**ASSIGNMENT:** Scan the entries below line by line and state how many lines contain the string "roads", giving only the number.
THE INPUT section start
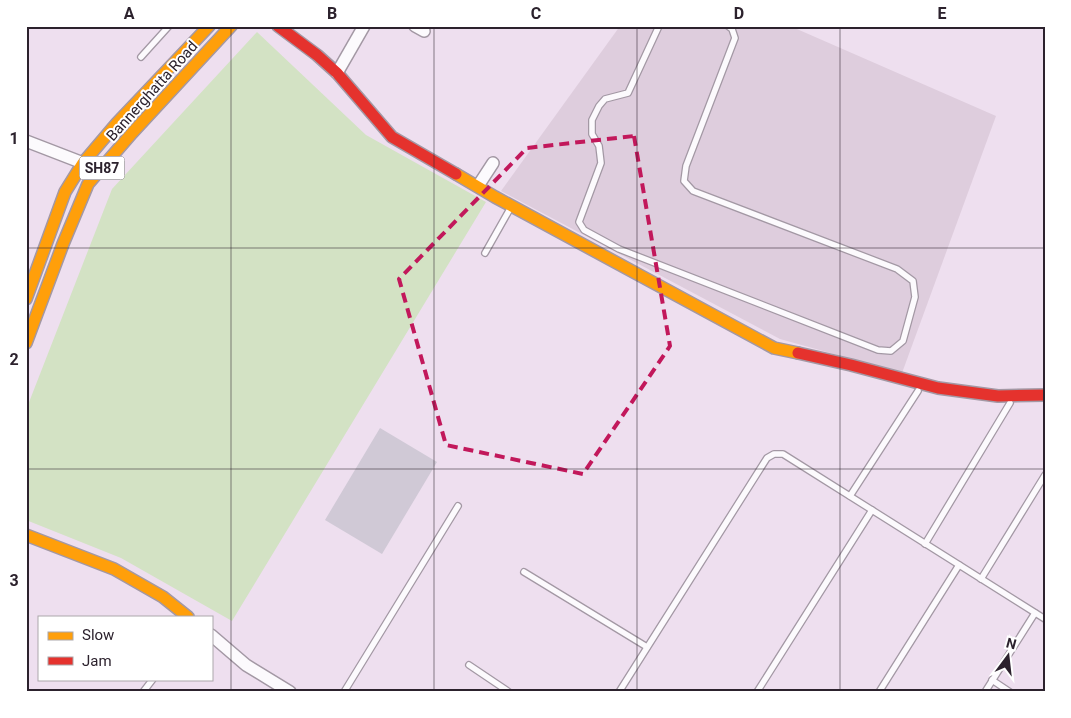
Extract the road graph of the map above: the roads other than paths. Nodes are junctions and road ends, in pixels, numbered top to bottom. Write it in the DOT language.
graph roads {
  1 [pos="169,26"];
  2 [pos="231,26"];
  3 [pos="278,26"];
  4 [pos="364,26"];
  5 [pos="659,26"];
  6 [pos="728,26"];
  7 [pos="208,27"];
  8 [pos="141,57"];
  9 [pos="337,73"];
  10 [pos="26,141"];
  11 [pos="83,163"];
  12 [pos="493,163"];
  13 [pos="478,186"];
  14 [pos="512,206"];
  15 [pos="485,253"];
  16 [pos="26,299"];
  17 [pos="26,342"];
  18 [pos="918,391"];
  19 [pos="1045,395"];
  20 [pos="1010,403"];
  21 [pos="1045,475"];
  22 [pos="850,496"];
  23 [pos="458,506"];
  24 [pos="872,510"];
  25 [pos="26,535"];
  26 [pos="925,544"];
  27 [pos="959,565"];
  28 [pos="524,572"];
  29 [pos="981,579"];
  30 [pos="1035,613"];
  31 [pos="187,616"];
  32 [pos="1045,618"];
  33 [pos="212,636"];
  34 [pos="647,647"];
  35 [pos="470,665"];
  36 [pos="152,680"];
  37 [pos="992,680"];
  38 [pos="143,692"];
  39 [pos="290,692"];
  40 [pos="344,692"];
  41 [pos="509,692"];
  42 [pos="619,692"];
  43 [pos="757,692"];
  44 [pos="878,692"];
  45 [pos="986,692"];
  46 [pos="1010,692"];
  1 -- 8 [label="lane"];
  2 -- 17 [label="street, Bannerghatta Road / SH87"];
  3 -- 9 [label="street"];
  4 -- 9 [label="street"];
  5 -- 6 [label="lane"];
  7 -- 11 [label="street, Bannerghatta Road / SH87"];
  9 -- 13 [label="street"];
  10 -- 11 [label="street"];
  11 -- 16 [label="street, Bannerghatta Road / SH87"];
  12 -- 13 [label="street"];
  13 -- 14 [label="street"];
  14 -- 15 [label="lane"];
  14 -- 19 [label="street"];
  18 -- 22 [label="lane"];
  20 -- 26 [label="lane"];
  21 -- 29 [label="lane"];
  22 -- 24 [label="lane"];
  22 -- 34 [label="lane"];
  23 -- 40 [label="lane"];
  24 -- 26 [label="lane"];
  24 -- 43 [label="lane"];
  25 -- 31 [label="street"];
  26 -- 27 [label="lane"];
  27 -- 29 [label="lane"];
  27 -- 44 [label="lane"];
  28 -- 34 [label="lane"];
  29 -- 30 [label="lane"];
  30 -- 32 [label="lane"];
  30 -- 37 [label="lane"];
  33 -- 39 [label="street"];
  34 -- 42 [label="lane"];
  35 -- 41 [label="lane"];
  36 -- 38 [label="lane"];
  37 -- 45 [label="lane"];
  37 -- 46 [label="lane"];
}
THE INPUT section end
**EXPECTED ANSWER:** 2